• PROBLEM DETAILS: Gather, from the listing beneath this task, every line holding the string "dead".

• EXTRACTED RECORDS:
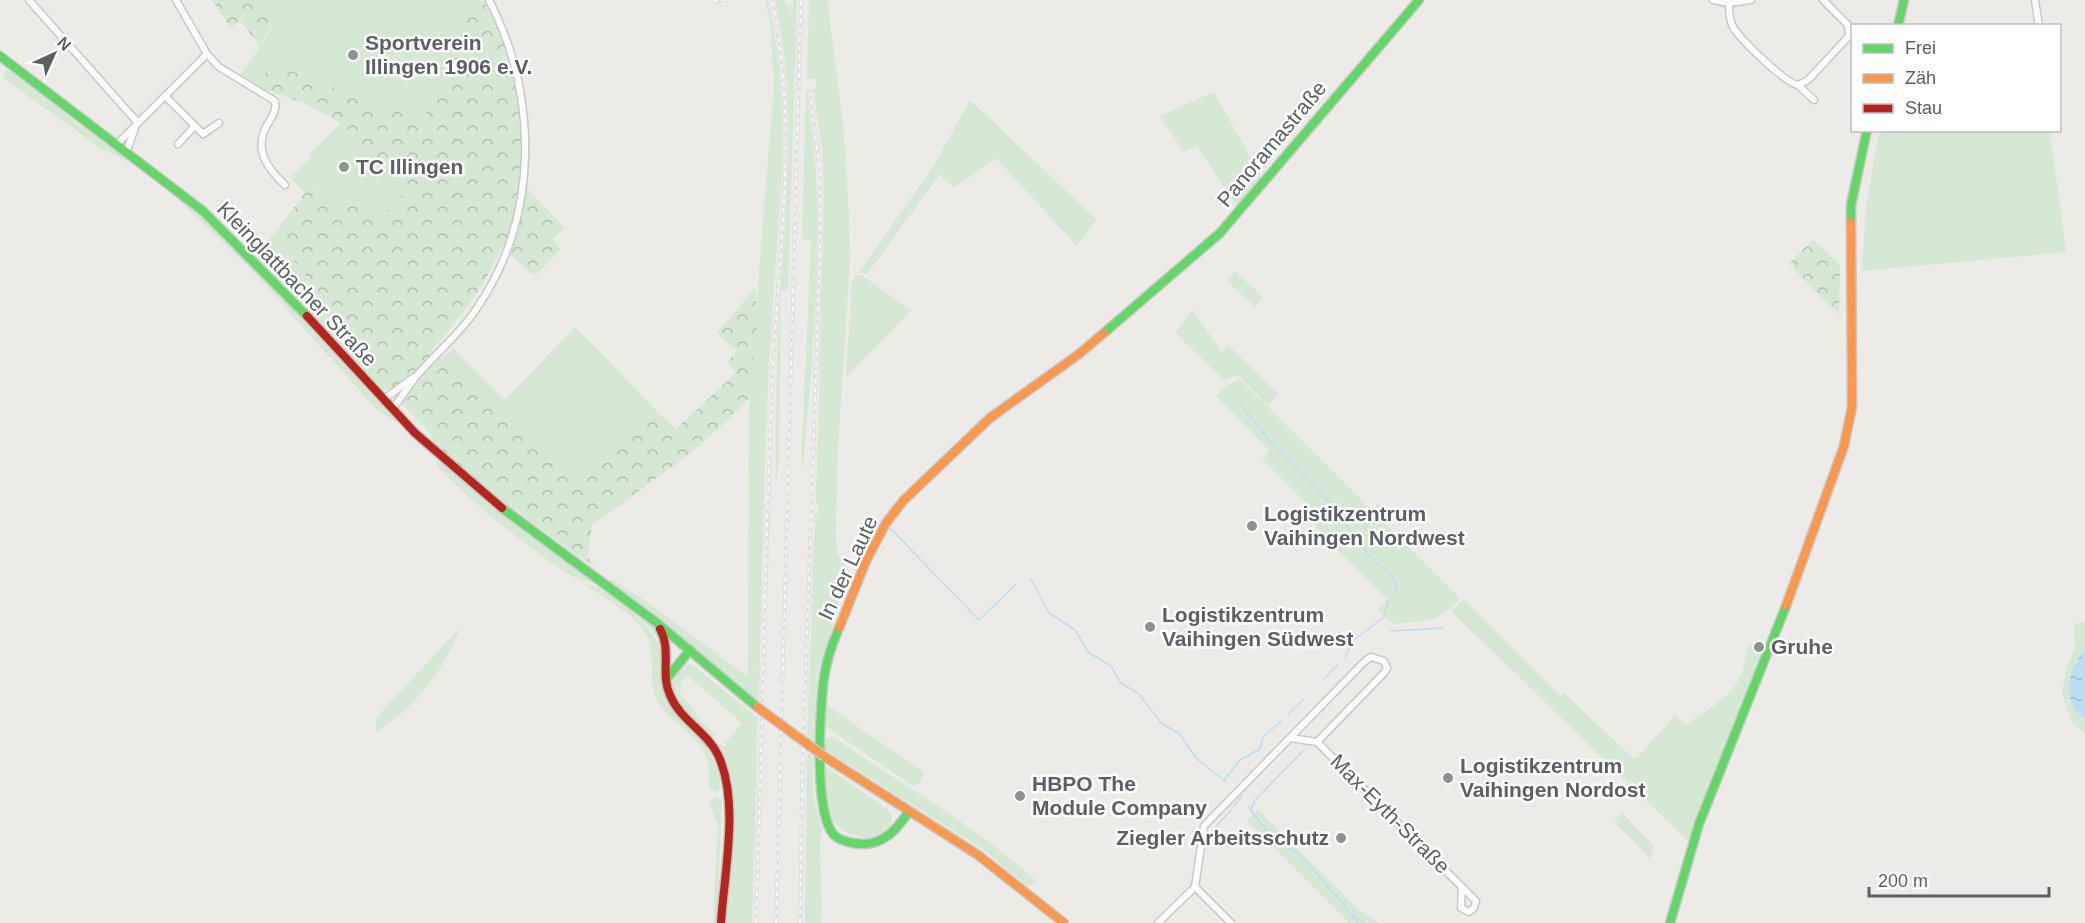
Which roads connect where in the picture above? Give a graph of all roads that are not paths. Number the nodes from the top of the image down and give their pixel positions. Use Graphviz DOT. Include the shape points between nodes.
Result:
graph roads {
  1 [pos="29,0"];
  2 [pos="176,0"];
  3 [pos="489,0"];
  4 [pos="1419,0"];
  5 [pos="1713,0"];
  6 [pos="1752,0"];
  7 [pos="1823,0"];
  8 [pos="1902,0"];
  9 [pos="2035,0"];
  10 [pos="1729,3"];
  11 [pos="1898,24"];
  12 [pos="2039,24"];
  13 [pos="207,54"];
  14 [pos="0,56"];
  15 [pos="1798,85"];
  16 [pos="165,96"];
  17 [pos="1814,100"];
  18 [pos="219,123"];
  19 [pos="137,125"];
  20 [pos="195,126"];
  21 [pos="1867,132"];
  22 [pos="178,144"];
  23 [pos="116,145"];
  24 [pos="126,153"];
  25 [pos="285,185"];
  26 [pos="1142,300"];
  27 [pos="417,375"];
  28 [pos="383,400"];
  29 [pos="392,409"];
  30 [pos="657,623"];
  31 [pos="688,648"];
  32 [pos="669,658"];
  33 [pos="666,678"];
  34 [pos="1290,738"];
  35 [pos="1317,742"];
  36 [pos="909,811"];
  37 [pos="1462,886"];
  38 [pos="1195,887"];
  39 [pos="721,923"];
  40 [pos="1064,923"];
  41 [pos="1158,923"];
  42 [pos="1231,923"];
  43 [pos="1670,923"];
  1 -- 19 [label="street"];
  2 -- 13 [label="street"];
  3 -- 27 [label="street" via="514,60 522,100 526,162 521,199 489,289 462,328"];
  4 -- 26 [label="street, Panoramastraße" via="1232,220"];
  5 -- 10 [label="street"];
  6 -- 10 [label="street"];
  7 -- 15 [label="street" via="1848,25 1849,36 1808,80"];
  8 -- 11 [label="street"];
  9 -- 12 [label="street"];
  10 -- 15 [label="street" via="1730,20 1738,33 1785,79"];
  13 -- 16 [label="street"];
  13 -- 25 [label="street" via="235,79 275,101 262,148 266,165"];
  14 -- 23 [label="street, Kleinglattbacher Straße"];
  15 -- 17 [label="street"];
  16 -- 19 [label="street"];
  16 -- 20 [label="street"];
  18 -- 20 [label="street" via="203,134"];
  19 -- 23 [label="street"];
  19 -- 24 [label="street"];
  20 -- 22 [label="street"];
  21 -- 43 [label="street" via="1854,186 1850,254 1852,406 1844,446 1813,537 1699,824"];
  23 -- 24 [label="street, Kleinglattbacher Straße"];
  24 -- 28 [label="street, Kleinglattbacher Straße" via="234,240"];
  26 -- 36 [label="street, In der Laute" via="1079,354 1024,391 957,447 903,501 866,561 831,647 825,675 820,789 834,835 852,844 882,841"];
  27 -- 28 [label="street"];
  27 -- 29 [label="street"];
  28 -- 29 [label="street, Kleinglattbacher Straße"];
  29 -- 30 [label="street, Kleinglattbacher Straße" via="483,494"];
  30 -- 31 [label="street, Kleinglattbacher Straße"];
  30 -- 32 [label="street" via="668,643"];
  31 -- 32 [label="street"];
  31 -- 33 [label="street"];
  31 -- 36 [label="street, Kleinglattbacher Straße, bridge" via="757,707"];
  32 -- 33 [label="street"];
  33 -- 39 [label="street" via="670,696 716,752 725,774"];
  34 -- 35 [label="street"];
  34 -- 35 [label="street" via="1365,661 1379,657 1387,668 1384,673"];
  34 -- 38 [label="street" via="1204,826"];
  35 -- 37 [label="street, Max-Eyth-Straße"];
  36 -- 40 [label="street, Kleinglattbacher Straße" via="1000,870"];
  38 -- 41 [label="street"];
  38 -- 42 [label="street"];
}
...
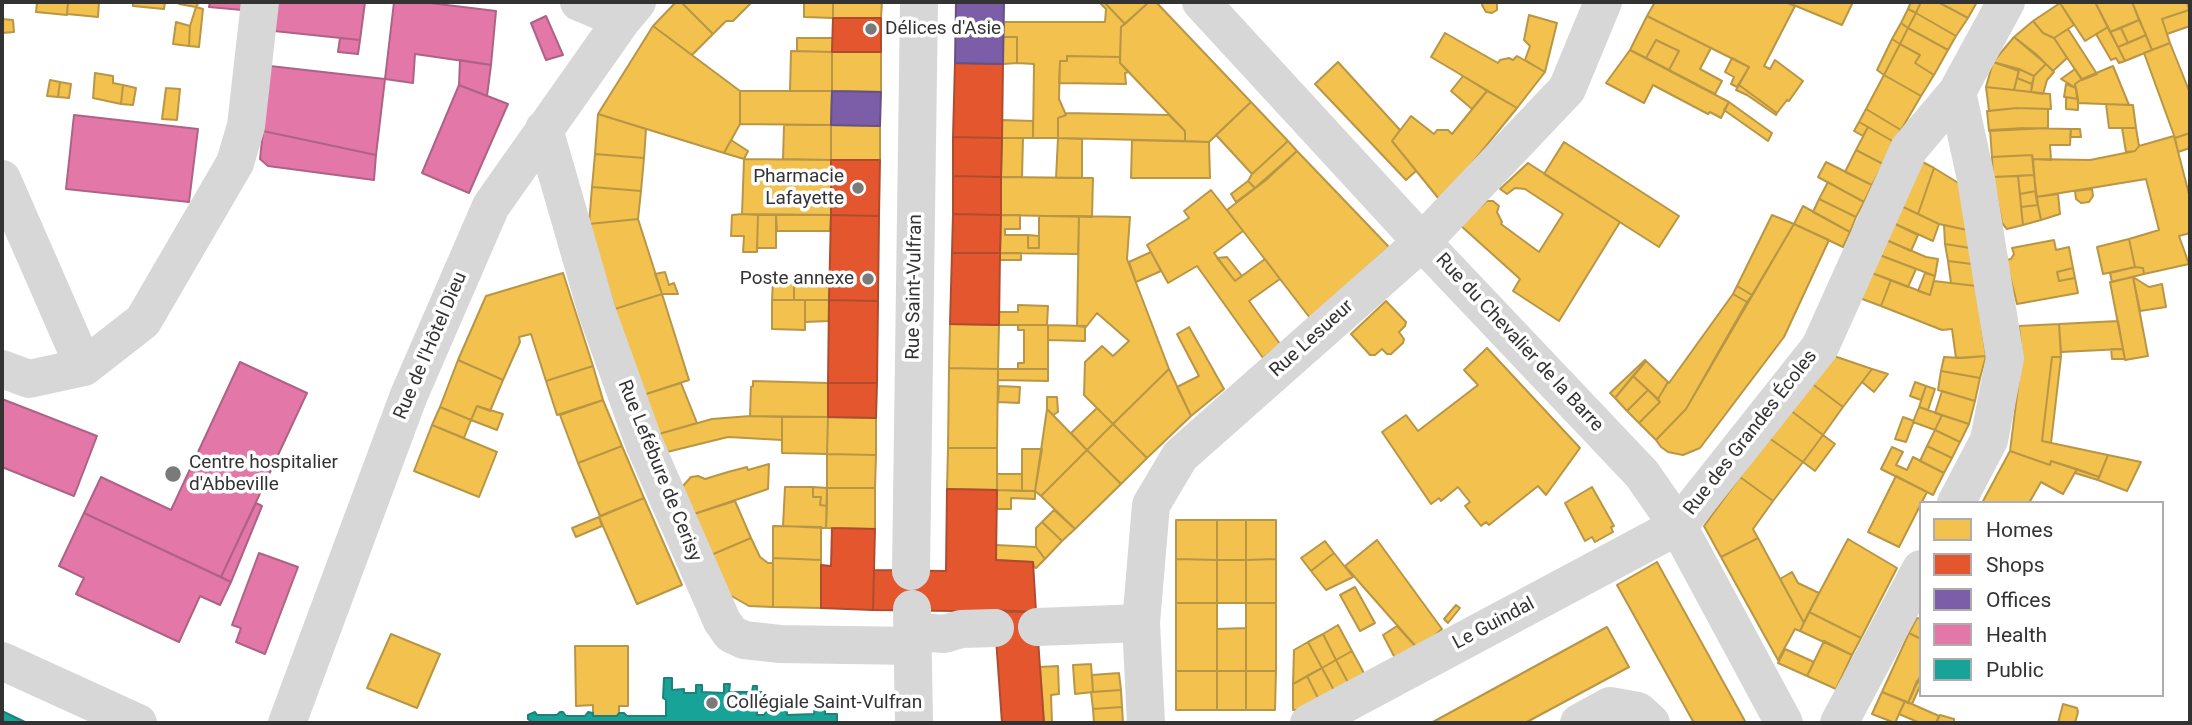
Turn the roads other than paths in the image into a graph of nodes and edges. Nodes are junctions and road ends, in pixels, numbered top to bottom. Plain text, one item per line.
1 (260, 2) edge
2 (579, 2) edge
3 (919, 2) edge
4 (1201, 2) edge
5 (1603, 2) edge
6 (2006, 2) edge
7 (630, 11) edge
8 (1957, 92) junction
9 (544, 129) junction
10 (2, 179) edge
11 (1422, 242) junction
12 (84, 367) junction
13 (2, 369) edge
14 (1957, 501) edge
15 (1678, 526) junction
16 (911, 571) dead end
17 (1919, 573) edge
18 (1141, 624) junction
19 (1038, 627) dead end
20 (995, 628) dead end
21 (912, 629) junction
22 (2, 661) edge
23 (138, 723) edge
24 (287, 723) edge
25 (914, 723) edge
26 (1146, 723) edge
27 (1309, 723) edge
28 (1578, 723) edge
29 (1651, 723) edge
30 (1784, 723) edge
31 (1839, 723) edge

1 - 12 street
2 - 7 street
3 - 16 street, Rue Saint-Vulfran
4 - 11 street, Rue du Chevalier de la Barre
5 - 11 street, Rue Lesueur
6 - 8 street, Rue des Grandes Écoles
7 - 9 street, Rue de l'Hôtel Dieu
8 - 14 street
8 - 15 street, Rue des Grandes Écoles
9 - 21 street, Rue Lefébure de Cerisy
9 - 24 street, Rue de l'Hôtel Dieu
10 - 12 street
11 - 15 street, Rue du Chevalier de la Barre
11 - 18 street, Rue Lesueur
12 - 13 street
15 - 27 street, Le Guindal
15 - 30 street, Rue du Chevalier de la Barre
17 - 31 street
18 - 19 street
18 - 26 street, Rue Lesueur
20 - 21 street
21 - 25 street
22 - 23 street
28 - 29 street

• ANSWER FOR THE TASK:
16 (911, 571) dead end
19 (1038, 627) dead end
20 (995, 628) dead end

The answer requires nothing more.